Следы мои уже едва виднелись в снегу, но я знала все тропинки к дому Хайнриха, хотя от снега не видела ничего ближе чем в сотне футов перед собой.
Но тут ветер донес мужские голоса — много голосов — и я догадалась, что за тот час, пока меня не было, сюда явилась вся кондотта. Оставался лишь один вопрос: успел ли ты с Брандейсом уйти раньше?
Я подъехала к заросшей кустарником вершине холма, за которым виднелся домик, — в этом кустарнике я пряталась ребенком. Мне и в голову не пришло, что здесь могут затаиться солдаты, — лишь по чистой случайности я не наткнулась на засаду. Я направила лошадь в кусты погуще и привязала к низкой ветке, а сама заняла позицию, с которой хорошо виднелась сцена внизу. В такую пургу меня не заметят.
Почти сразу я увидела самое страшное: вы с Брандейсом не успели скрыться.
Солдаты тащили тебя из дома. Чей-то голос ясно донесся сквозь бурю, Конрад Честолюбец шумно радовался собственной удаче:
— Не один дезертир, а сразу два! Два!
Солдаты заломили тебе руки за спину и толкнули. Ты упал на колени.
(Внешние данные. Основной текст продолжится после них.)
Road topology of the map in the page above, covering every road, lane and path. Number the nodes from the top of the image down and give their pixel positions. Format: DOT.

Конрад шагнул вперед и взял тебя за подбородок, запрокинул тебе голову, чтобы заставить смотреть в глаза. Все так же смеясь, он, кажется, пытался сам поверить, как же ему повезло. Призрак явился из самых глубин его памяти. Призрак, которого можно использовать с целью преподать урок живым…
Что мне было делать? Я подумала, нужно вытащить арбалет и начать стрелять. Метель; солдаты не заметят стрел и, может, даже не поймут, откуда эти стрелы. Но что пользы? Их не меньше двух дюжин, наемных убийц, а я ни разу в жизни не стреляла из арбалета. Мне повезет, если удастся попасть хоть в кондотьера. А потом мне в голову пришла другая мысль: нужно целиться в Конрада. Если командир повержен, дрогнут и остальные, разве нет?
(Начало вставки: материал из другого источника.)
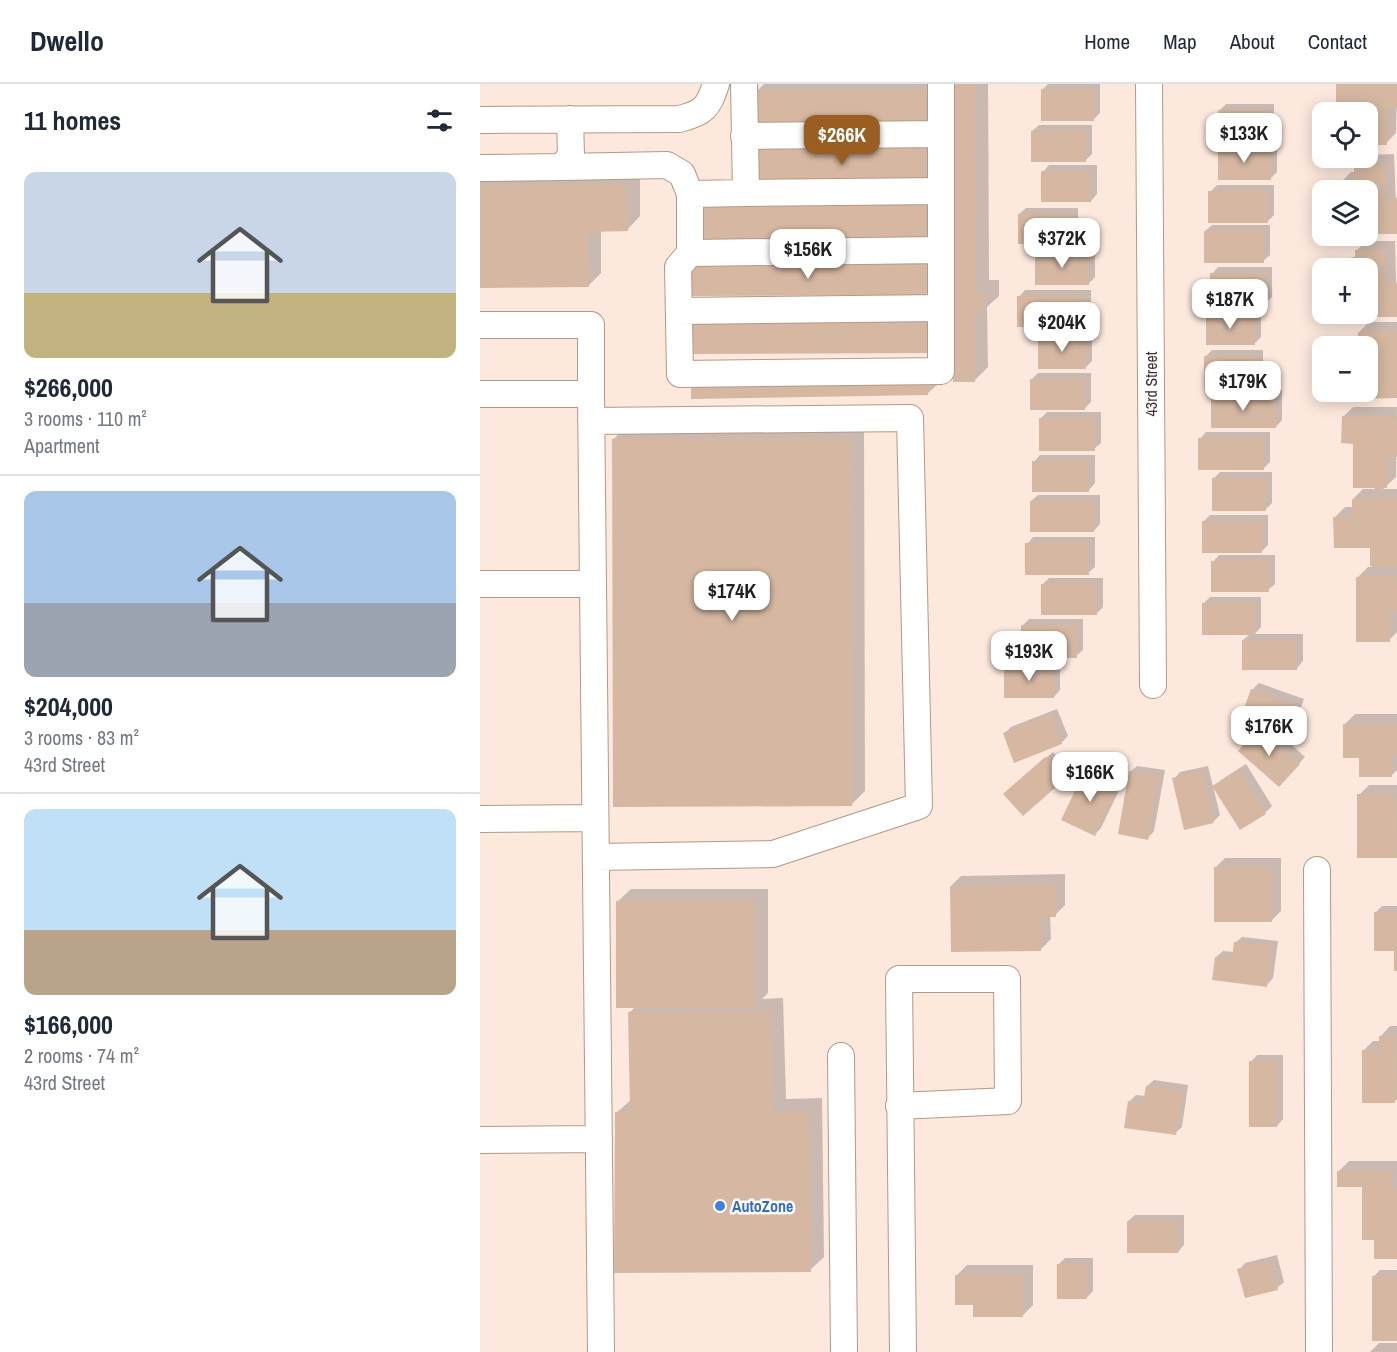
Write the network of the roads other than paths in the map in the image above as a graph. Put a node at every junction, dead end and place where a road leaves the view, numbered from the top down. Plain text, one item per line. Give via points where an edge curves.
1 (716, 84) edge
2 (744, 84) edge
3 (941, 84) edge
4 (1149, 84) edge
5 (570, 119) junction
6 (480, 120) edge
7 (941, 134) junction
8 (744, 136) junction
9 (562, 167) junction
10 (480, 168) edge
11 (941, 191) junction
12 (746, 193) junction
13 (690, 194) junction
14 (941, 250) junction
15 (690, 253) junction
16 (941, 308) junction
17 (679, 311) junction
18 (480, 325) edge
19 (480, 394) edge
20 (591, 394) junction
21 (591, 421) junction
22 (480, 584) edge
23 (593, 584) junction
24 (1153, 685) dead end
25 (595, 818) junction
26 (480, 819) edge
27 (596, 857) junction
28 (1317, 870) dead end
29 (841, 1056) dead end
30 (899, 1106) junction
31 (599, 1139) junction
32 (480, 1140) edge
33 (601, 1352) edge
34 (844, 1352) edge
35 (903, 1352) edge
36 (1319, 1352) edge

1 - 5 street via 710,103 697,115 679,119
2 - 8 street
3 - 7 street
4 - 24 street, 43rd Street
5 - 6 street
5 - 9 street via 571,155
7 - 8 street
7 - 11 street
8 - 12 street
9 - 10 street
9 - 13 street via 667,165 682,174
11 - 12 street
11 - 14 street
12 - 13 street
13 - 15 street
14 - 15 street
14 - 16 street
15 - 17 street via 678,267
16 - 17 street
16 - 17 street via 941,371 882,372 680,374
18 - 20 street via 591,325
19 - 20 street
20 - 21 street
21 - 23 street
21 - 27 street via 910,418 919,806 773,854
22 - 23 street
23 - 25 street
25 - 26 street
25 - 27 street
27 - 31 street
28 - 36 street
29 - 34 street
30 - 30 street via 899,979 1007,979 1008,1101
30 - 35 street
31 - 32 street
31 - 33 street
Конечно, нет. Они были профессионалы, а я понимала, что не сумею никого убить, Конрада в том числе.
Тебя удерживали несколько солдат, Брандейс же был так слаб, что его несли всего двое. А когда отпустили, он рухнул на колени, не в силах удержаться на ногах. Конрад потребовал:
— Говори!
Колючий ветер бил в лицо, порывы доносили все слова солдат в мое укрытие. Я не знала, считать ли удачей, что я все слышу, или наоборот. Впрочем, я порадовалась, что не нужно подбираться ближе.
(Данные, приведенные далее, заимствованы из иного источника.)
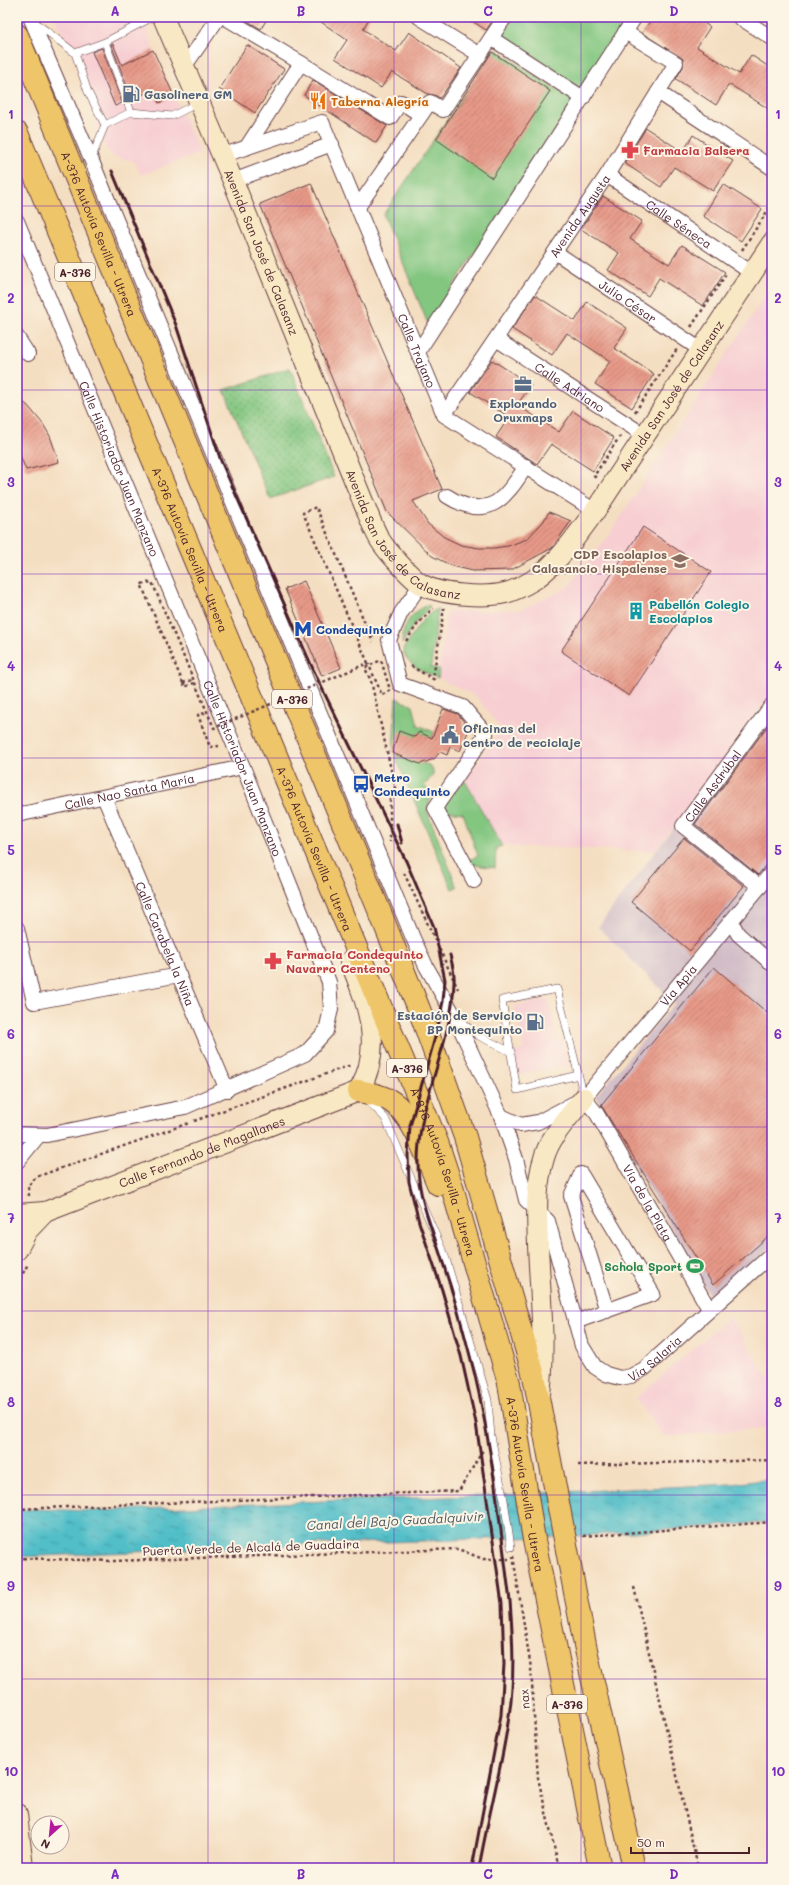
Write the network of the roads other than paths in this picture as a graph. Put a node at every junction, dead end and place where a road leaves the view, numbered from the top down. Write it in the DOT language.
graph roads {
  1 [pos="153,17"];
  2 [pos="163,17"];
  3 [pos="219,17"];
  4 [pos="224,17"];
  5 [pos="419,17"];
  6 [pos="505,17"];
  7 [pos="635,17"];
  8 [pos="738,17"];
  9 [pos="26,23"];
  10 [pos="625,32"];
  11 [pos="491,38"];
  12 [pos="772,38"];
  13 [pos="105,42"];
  14 [pos="75,53"];
  15 [pos="480,55"];
  16 [pos="302,63"];
  17 [pos="184,67"];
  18 [pos="658,92"];
  19 [pos="583,98"];
  20 [pos="198,102"];
  21 [pos="131,112"];
  22 [pos="421,115"];
  23 [pos="106,125"];
  24 [pos="17,133"];
  25 [pos="332,144"];
  26 [pos="246,148"];
  27 [pos="221,156"];
  28 [pos="91,159"];
  29 [pos="17,163"];
  30 [pos="772,168"];
  31 [pos="607,175"];
  32 [pos="233,181"];
  33 [pos="358,206"];
  34 [pos="17,223"];
  35 [pos="55,226"];
  36 [pos="772,243"];
  37 [pos="555,252"];
  38 [pos="752,272"];
  39 [pos="17,337"];
  40 [pos="496,339"];
  41 [pos="701,350"];
  42 [pos="418,352"];
  43 [pos="28,354"];
  44 [pos="444,415"];
  45 [pos="636,430"];
  46 [pos="526,466"];
  47 [pos="447,496"];
  48 [pos="595,511"];
  49 [pos="421,584"];
  50 [pos="772,705"];
  51 [pos="243,767"];
  52 [pos="104,797"];
  53 [pos="17,815"];
  54 [pos="326,871"];
  55 [pos="772,872"];
  56 [pos="474,882"];
  57 [pos="760,887"];
  58 [pos="731,921"];
  59 [pos="17,928"];
  60 [pos="772,964"];
  61 [pos="179,975"];
  62 [pos="455,1017"];
  63 [pos="511,1052"];
  64 [pos="578,1075"];
  65 [pos="227,1090"];
  66 [pos="359,1092"];
  67 [pos="584,1098"];
  68 [pos="501,1116"];
  69 [pos="17,1134"];
  70 [pos="39,1135"];
  71 [pos="17,1162"];
  72 [pos="532,1206"];
  73 [pos="32,1213"];
  74 [pos="772,1254"];
  75 [pos="23,1256"];
  76 [pos="476,1270"];
  77 [pos="709,1309"];
  78 [pos="607,1311"];
  79 [pos="575,1322"];
  80 [pos="540,1400"];
  81 [pos="511,1547"];
  82 [pos="17,1814"];
  83 [pos="633,1862"];
  84 [pos="23,1868"];
  85 [pos="600,1868"];
  1 -- 13 [label="lane"];
  2 -- 17 [label="street, Avenida San José de Calasanz"];
  3 -- 17 [label="street"];
  4 -- 16 [label="street"];
  5 -- 15 [label="street"];
  6 -- 11 [label="street"];
  7 -- 10 [label="street"];
  8 -- 12 [label="street"];
  9 -- 14 [label="lane"];
  9 -- 28 [label="street"];
  9 -- 80 [label="main road, A-376 Autovía Sevilla - Utrera / A-376"];
  10 -- 18 [label="street, Avenida Augusta"];
  10 -- 19 [label="street"];
  11 -- 15 [label="street"];
  11 -- 19 [label="street"];
  13 -- 14 [label="lane"];
  13 -- 21 [label="lane"];
  14 -- 23 [label="lane"];
  15 -- 22 [label="street"];
  16 -- 22 [label="street"];
  16 -- 26 [label="street"];
  17 -- 20 [label="street, Avenida San José de Calasanz"];
  18 -- 30 [label="street"];
  18 -- 31 [label="street, Avenida Augusta"];
  19 -- 42 [label="street"];
  20 -- 21 [label="lane"];
  20 -- 27 [label="street, Avenida San José de Calasanz"];
  21 -- 23 [label="lane"];
  22 -- 33 [label="street"];
  23 -- 28 [label="lane"];
  24 -- 35 [label="main road, A-376 Autovía Sevilla - Utrera / A-376"];
  25 -- 26 [label="street, Calle Trajano"];
  25 -- 32 [label="street"];
  25 -- 33 [label="street, Calle Trajano"];
  26 -- 27 [label="street"];
  27 -- 32 [label="street, Avenida San José de Calasanz"];
  28 -- 62 [label="street"];
  29 -- 35 [label="main road"];
  31 -- 37 [label="street, Avenida Augusta"];
  31 -- 38 [label="street, Calle Séneca"];
  32 -- 49 [label="street, Avenida San José de Calasanz"];
  33 -- 42 [label="street, Calle Trajano"];
  34 -- 51 [label="street, Calle Historiador Juan Manzano"];
  35 -- 54 [label="main road, A-376 Autovía Sevilla - Utrera / A-376"];
  36 -- 38 [label="street, Avenida San José de Calasanz"];
  37 -- 40 [label="street, Avenida Augusta"];
  37 -- 41 [label="street, Julio César"];
  38 -- 41 [label="street, Avenida San José de Calasanz"];
  39 -- 43 [label="street"];
  40 -- 44 [label="street, Avenida Augusta"];
  40 -- 45 [label="street, Calle Adriano"];
  41 -- 45 [label="street, Avenida San José de Calasanz"];
  42 -- 44 [label="street, Calle Trajano"];
  44 -- 46 [label="street"];
  45 -- 48 [label="street, Avenida San José de Calasanz"];
  46 -- 47 [label="street"];
  46 -- 48 [label="street"];
  48 -- 49 [label="street, Avenida San José de Calasanz"];
  49 -- 56 [label="street"];
  50 -- 57 [label="street, Calle Asdrúbal"];
  51 -- 52 [label="street, Calle Nao Santa María"];
  51 -- 65 [label="street, Calle Historiador Juan Manzano"];
  52 -- 53 [label="street, Calle Nao Santa María"];
  52 -- 61 [label="street, Calle Carabela la Niña"];
  54 -- 66 [label="street"];
  54 -- 76 [label="main road, A-376 Autovía Sevilla - Utrera / A-376"];
  55 -- 57 [label="street, Vía Apia"];
  57 -- 58 [label="street, Vía Apia"];
  58 -- 60 [label="street"];
  58 -- 67 [label="street, Vía Apia"];
  59 -- 61 [label="street"];
  61 -- 65 [label="street, Calle Carabela la Niña"];
  62 -- 63 [label="lane"];
  62 -- 68 [label="street"];
  63 -- 64 [label="lane"];
  63 -- 64 [label="lane"];
  64 -- 67 [label="lane"];
  65 -- 70 [label="street, Calle Historiador Juan Manzano"];
  66 -- 73 [label="street, Calle Fernando de Magallanes"];
  66 -- 76 [label="main road"];
  66 -- 81 [label="lane"];
  67 -- 68 [label="street, Vía Apia"];
  67 -- 72 [label="street, Vía Apia"];
  67 -- 77 [label="street, Vía de la Plata"];
  68 -- 72 [label="street"];
  69 -- 70 [label="street, Calle Historiador Juan Manzano"];
  70 -- 71 [label="street"];
  72 -- 79 [label="street, Vía Salaria"];
  72 -- 80 [label="street, Vía Apia"];
  73 -- 75 [label="street"];
  74 -- 77 [label="street, Vía Salaria"];
  76 -- 85 [label="main road, A-376 Autovía Sevilla - Utrera / A-376"];
  77 -- 79 [label="street, Vía Salaria"];
  78 -- 78 [label="street"];
  78 -- 79 [label="street"];
  80 -- 83 [label="main road, A-376"];
  82 -- 84 [label="street"];
}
Брандейс склонился, как кающийся грешник, молящий о прощении, и ветер донес ко мне голос:
— Я заслужил любой смерти, на твой выбор. Самой ужасной, какой только захочешь, какую придумаешь. Сделай из меня пример, урок остальным. Я отрекаюсь от решения бежать из кондотты. Я был как испуганный ребенок. Прошу лишь наказать меня, меня одного!